A exploração de catadores mantidos como escravos parece, no entanto, longe de ser superada. Na última semana, a Gazeta do Povo localizou trabalhadores atrelados a galpões de reciclagem. Os empresários alugam pequenos cômodos dentro dos próprios barracões aos catadores, que, em troca, são obrigados a vender tudo o que coletam aos donos do negócio, por preços abaixo dos praticados em mercado.
Marcelo*, de 28 anos, paga R$ 80 por mês para alugar um cômodo - chamado de “peça” – num barracão de recicláveis, localizado no bairro Parolin. O trabalhador afirma percorrer mais de 20 quilômetros por dia pelas ruas de Curitiba recolhendo materiais. Para ele, não tem feriado, fim de semana ou dia de chuva.
“Eu começo a semana devendo R$ 80. Então não posso perder dia de trabalho. Como eu tenho que vender para o dono [do barracão] que paga um preço menor, eu tenho que catar mais, pra compensar”, disse o catador, que falou sob condição de anonimato e de não ser fotografado.
O casal Roberto* e Andreia* também se viu absorvido pela dinâmica. Eles migraram do interior do estado a Curitiba no começo do ano passado. Inicialmente, Roberto* trabalhou na construção civil, mas perdeu o emprego por causa do desaquecimento do mercado. Desprovido, viu na coleta de recicláveis sua última alternativa. Há sete meses, está “preso” a um galpão, na Vila Torres.
“Eu não consigo sair, porque não tenho onde morar e não dá tempo para procurar um trabalho certo, de carteira assinada. Então a gente fica assim, vivendo como dá”, disse. “A gente tinha esperança [de] que fosse só por um tempo, mas não está tendo o que fazer”, completou Andreia*.
Para o Ministério Público do Trabalho (MPT), a única forma de superar a dinâmica de exploração em que os catadores são mantidos como escravos é endurecer ainda mais a fiscalização a barracões clandestinos.

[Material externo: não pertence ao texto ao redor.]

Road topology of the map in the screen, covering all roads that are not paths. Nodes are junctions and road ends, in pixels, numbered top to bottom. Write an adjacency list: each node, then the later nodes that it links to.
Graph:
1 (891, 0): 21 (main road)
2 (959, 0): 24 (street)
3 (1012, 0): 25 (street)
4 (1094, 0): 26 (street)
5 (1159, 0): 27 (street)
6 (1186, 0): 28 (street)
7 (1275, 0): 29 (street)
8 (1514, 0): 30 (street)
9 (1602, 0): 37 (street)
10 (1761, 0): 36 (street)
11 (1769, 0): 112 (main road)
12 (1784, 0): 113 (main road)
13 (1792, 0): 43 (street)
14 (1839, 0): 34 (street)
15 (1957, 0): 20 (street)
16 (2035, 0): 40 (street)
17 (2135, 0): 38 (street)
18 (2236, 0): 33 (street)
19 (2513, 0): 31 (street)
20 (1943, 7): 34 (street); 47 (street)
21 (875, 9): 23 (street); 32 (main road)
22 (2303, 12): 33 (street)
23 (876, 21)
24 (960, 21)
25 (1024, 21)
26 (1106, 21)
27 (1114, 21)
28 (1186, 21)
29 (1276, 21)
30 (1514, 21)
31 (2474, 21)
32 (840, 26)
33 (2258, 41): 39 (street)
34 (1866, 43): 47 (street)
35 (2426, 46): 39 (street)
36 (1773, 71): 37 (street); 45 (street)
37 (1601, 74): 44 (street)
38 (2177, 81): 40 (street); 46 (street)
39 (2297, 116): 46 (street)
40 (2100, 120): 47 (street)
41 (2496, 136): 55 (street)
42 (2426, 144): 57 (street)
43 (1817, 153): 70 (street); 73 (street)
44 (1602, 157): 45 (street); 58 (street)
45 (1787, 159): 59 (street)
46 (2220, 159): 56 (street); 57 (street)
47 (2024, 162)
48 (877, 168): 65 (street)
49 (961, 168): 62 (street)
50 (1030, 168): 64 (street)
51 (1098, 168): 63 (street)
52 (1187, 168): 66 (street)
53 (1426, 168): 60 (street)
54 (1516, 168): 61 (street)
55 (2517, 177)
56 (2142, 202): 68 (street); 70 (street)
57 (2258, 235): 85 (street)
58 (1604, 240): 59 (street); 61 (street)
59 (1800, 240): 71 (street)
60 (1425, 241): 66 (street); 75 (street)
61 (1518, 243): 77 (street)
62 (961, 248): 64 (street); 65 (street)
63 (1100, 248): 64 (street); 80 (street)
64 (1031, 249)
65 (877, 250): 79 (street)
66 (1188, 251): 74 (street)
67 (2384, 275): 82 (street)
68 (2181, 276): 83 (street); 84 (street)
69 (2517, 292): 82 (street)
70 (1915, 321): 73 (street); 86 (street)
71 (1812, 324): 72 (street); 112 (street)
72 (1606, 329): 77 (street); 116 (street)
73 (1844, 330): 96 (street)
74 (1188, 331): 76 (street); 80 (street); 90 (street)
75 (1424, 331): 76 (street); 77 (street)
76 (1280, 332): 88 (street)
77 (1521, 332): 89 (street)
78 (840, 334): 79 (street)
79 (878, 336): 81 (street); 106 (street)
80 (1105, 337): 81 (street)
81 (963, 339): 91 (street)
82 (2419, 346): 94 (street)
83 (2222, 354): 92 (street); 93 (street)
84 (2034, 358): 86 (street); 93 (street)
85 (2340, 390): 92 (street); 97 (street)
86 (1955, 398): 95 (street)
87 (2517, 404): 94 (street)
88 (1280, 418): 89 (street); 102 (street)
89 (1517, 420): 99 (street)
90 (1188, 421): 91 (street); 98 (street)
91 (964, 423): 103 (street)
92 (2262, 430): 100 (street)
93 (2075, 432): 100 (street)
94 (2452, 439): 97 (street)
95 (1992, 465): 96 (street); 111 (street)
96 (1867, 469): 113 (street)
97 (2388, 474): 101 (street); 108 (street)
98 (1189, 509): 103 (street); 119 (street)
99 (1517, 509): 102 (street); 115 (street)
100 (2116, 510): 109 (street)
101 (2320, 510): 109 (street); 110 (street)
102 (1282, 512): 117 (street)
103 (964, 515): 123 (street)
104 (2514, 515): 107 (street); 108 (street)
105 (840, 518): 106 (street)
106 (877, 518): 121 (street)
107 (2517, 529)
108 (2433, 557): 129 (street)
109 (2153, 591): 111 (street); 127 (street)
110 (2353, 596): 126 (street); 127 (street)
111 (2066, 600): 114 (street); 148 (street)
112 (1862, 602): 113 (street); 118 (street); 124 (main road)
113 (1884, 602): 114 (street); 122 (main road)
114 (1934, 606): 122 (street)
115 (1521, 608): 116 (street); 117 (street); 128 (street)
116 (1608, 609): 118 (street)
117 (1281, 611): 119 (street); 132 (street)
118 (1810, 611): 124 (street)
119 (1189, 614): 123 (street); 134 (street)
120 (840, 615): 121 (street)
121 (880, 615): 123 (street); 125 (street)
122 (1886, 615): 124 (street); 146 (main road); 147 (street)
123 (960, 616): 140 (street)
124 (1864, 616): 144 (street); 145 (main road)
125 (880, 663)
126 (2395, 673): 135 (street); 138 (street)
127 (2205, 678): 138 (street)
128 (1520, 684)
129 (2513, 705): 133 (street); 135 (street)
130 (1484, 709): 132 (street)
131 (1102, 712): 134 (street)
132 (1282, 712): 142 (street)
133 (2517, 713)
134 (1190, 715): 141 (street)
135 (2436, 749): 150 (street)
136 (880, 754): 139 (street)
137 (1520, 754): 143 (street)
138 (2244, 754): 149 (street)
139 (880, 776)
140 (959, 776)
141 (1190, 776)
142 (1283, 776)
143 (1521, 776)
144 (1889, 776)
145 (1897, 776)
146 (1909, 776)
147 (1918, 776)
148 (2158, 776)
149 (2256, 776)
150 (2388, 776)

“É aumentar a fiscalização pela prefeitura. É responsabilidade do município ir a todos esses barracões que não são legalizados, exigir a regularização e, se não regularizar, mandar fechar. É isso que tem que acontecer”, apontou a procuradora do trabalho, Margaret Matos de Carvalho.
Para além deste trabalho, o MPT considera como ideal que todos os catadores sejam absorvidos por cooperativas que fazem parte do Ecocidadão. Hoje, mais de 650 trabalhadores estão vinculados ao programa. “O desejável é que todos os trabalhadores façam parte das cooperativas. Está tudo nas mãos do município”, disse a procuradora.